**Data for analysis**
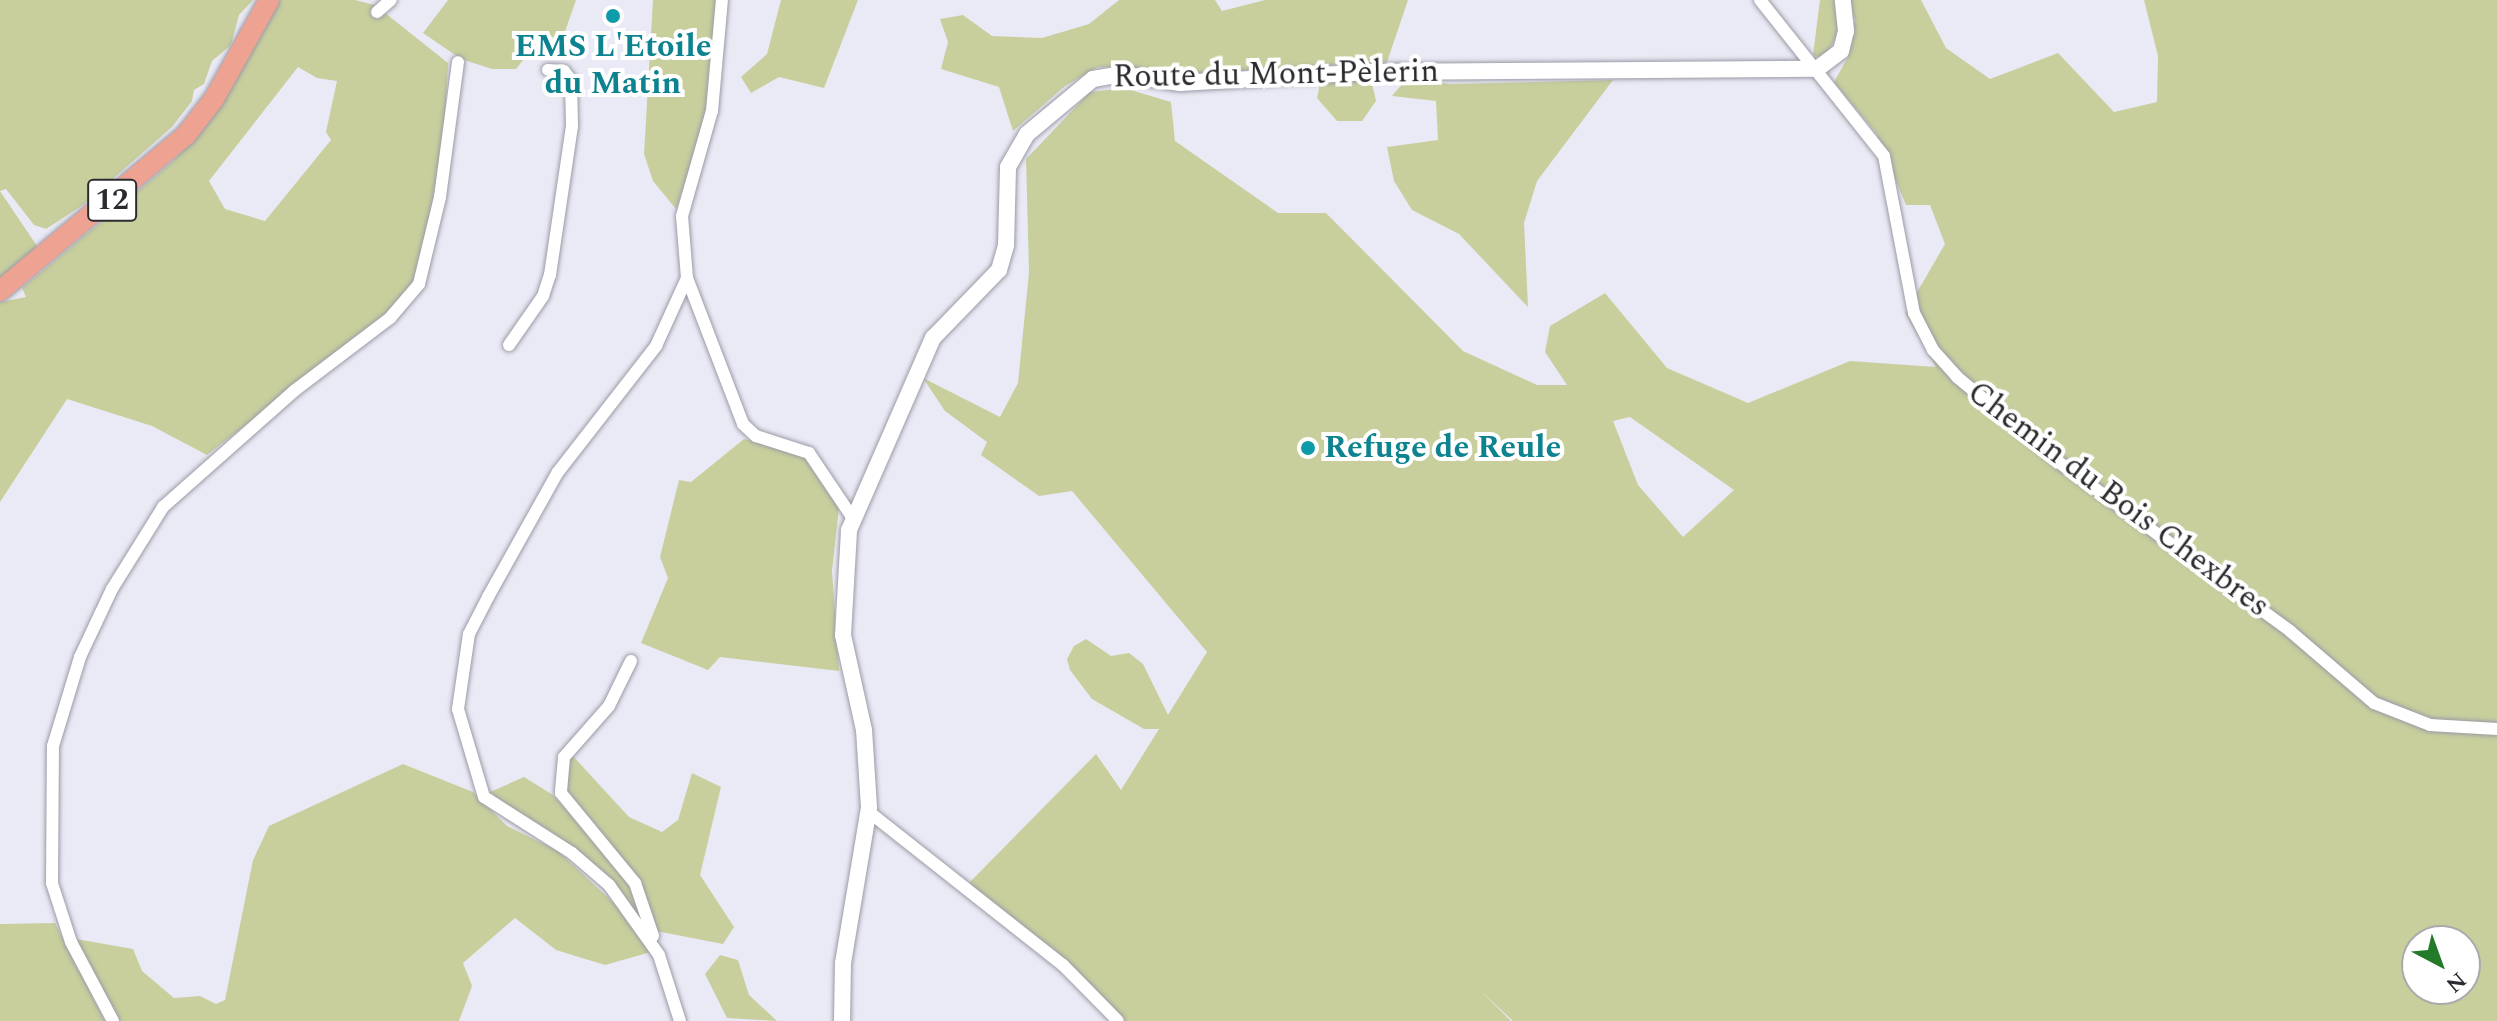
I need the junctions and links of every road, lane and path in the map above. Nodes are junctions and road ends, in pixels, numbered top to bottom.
1 (269, 0) edge
2 (391, 0) edge
3 (722, 0) edge
4 (1760, 0) edge
5 (1843, 0) edge
6 (377, 12) dead end
7 (458, 62) dead end
8 (1817, 69) junction
9 (548, 70) dead end
10 (687, 278) junction
11 (0, 291) edge
12 (509, 345) dead end
13 (852, 517) junction
14 (631, 661) dead end
15 (2497, 729) edge
16 (869, 812) junction
17 (659, 955) junction
18 (113, 1021) edge
19 (680, 1021) edge
20 (842, 1021) edge
21 (1118, 1021) edge

1 - 11 main road, 12
2 - 6 street
3 - 10 street
4 - 8 street, Chemin du Bois Chexbres
5 - 8 street
7 - 18 street
8 - 13 street, Route du Mont-Pèlerin
8 - 15 street, Chemin du Bois Chexbres
9 - 12 street
10 - 13 street
10 - 17 street
13 - 16 street, Route du Mont-Pèlerin
14 - 17 street
16 - 20 street, Route du Mont-Pèlerin
16 - 21 street
17 - 19 street

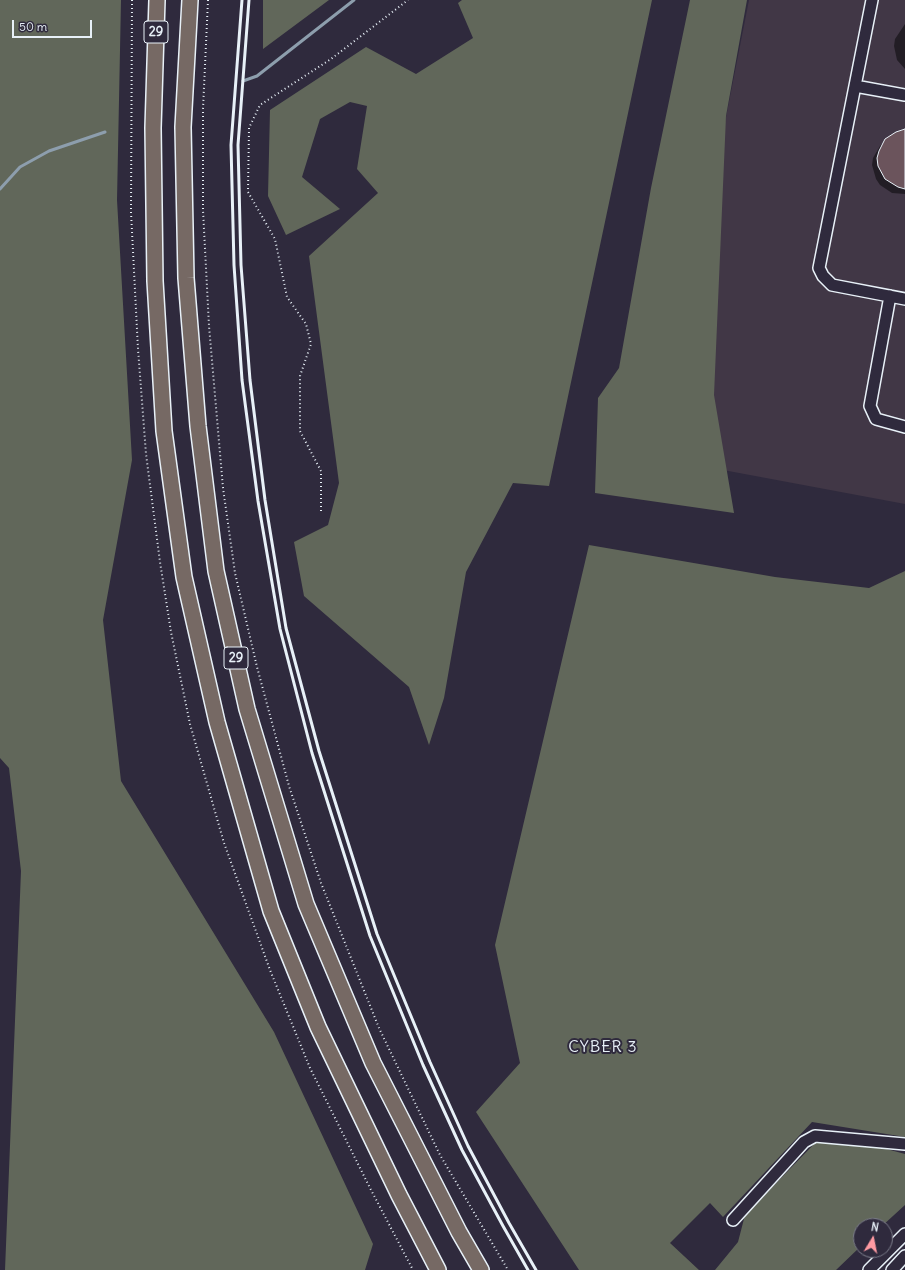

**Instructions to follow**
When copying the data above, repeat every word exactly and drop the pictures.

**Response to the exercise**
I need the junctions and links of every road, lane and path in the map above. Nodes are junctions and road ends, in pixels, numbered top to bottom.
1 (269, 0) edge
2 (391, 0) edge
3 (722, 0) edge
4 (1760, 0) edge
5 (1843, 0) edge
6 (377, 12) dead end
7 (458, 62) dead end
8 (1817, 69) junction
9 (548, 70) dead end
10 (687, 278) junction
11 (0, 291) edge
12 (509, 345) dead end
13 (852, 517) junction
14 (631, 661) dead end
15 (2497, 729) edge
16 (869, 812) junction
17 (659, 955) junction
18 (113, 1021) edge
19 (680, 1021) edge
20 (842, 1021) edge
21 (1118, 1021) edge

1 - 11 main road, 12
2 - 6 street
3 - 10 street
4 - 8 street, Chemin du Bois Chexbres
5 - 8 street
7 - 18 street
8 - 13 street, Route du Mont-Pèlerin
8 - 15 street, Chemin du Bois Chexbres
9 - 12 street
10 - 13 street
10 - 17 street
13 - 16 street, Route du Mont-Pèlerin
14 - 17 street
16 - 20 street, Route du Mont-Pèlerin
16 - 21 street
17 - 19 street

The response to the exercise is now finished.